### TASK DETAILS:
Below are records; count the lines that hold the string "Princes" and give only the count.

### EXTRACTED RECORDS:
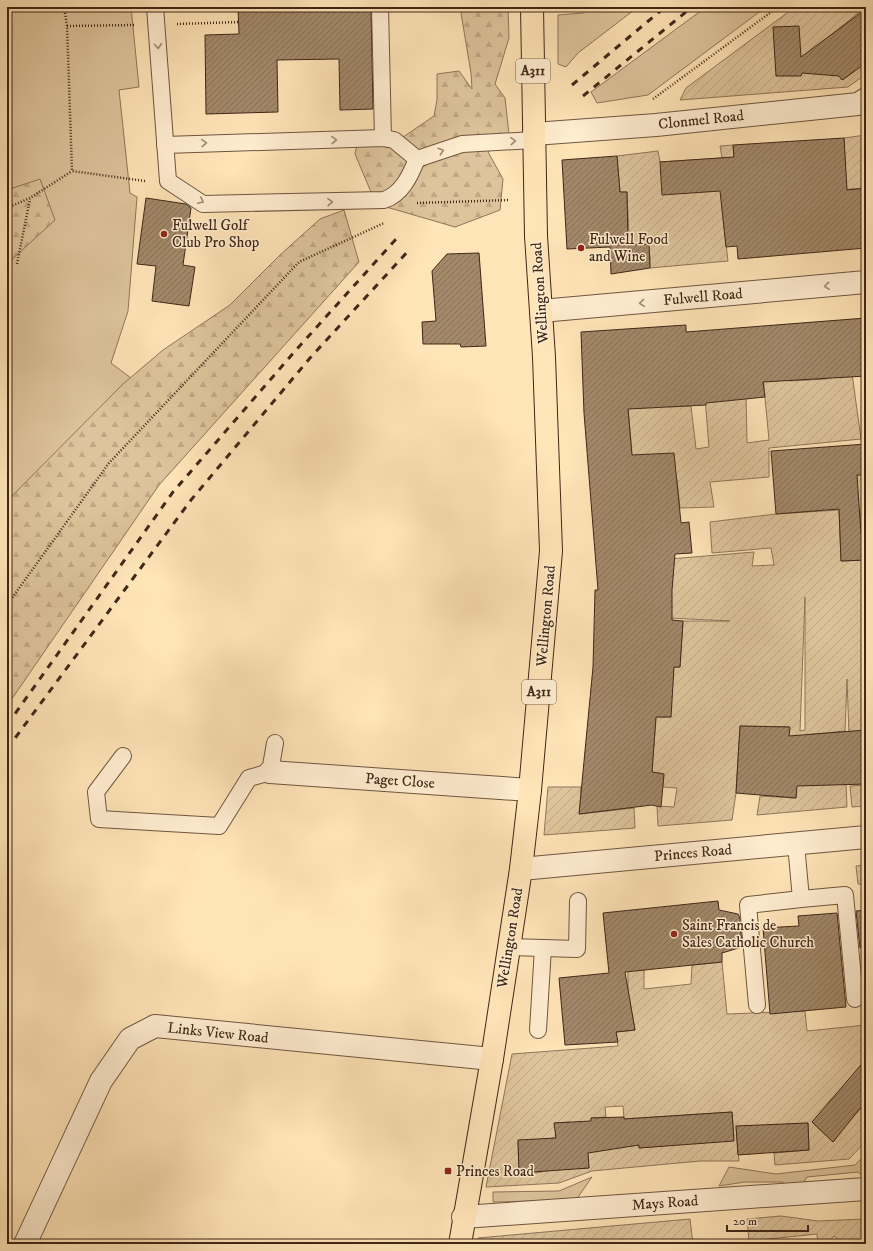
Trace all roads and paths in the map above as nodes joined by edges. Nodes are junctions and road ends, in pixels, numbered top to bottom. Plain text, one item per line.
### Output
1 (64, 7) edge
2 (155, 7) edge
3 (380, 7) edge
4 (532, 7) edge
5 (778, 7) edge
6 (239, 22) dead end
7 (156, 24) junction
8 (67, 26) junction
9 (866, 99) edge
10 (653, 100) dead end
11 (534, 137) junction
12 (383, 138) junction
13 (165, 145) junction
14 (416, 159) junction
15 (72, 171) junction
16 (168, 181) junction
17 (30, 198) junction
18 (535, 198) junction
19 (410, 204) dead end
20 (7, 208) edge
21 (386, 221) dead end
22 (17, 264) dead end
23 (866, 282) edge
24 (541, 311) junction
25 (7, 605) edge
26 (275, 743) dead end
27 (123, 756) dead end
28 (270, 772) junction
29 (530, 790) junction
30 (866, 837) edge
31 (796, 844) junction
32 (521, 869) junction
33 (801, 899) junction
34 (578, 901) dead end
35 (510, 947) junction
36 (543, 948) junction
37 (855, 999) dead end
38 (756, 1005) dead end
39 (538, 1030) dead end
40 (492, 1059) junction
41 (866, 1189) edge
42 (463, 1217) junction
43 (25, 1244) edge
44 (460, 1244) edge

1 - 8 path
2 - 7 lane
3 - 12 lane
4 - 11 main road, Wellington Road / A311
5 - 10 path
6 - 7 path
7 - 8 path
7 -> 13 lane
8 - 15 path
9 - 11 street, Clonmel Road
14 -> 11 lane
11 - 18 main road, Wellington Road / A311
13 -> 12 lane
12 - 14 lane
13 - 16 lane
16 -> 14 lane
15 - 16 path
15 - 17 path
17 - 20 path
17 - 22 path
18 - 19 path
18 - 24 main road, Wellington Road / A311
21 - 25 path
23 -> 24 street, Fulwell Road
24 - 29 main road, Wellington Road / A311
26 - 28 lane
27 - 28 lane
28 - 29 street, Paget Close
29 - 32 main road, Wellington Road / A311
30 - 31 street, Princes Road
31 - 32 street, Princes Road
31 - 33 lane
32 - 35 main road, Wellington Road / A311
33 - 37 lane
33 - 38 lane
34 - 36 lane
35 - 36 lane
35 - 40 main road, Wellington Road / A311
36 - 39 lane
40 - 42 main road, Wellington Road / A311
40 - 43 street, Links View Road
41 - 42 street, Mays Road
42 - 44 main road, Wellington Road / A311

### WRITTEN ANSWER:
2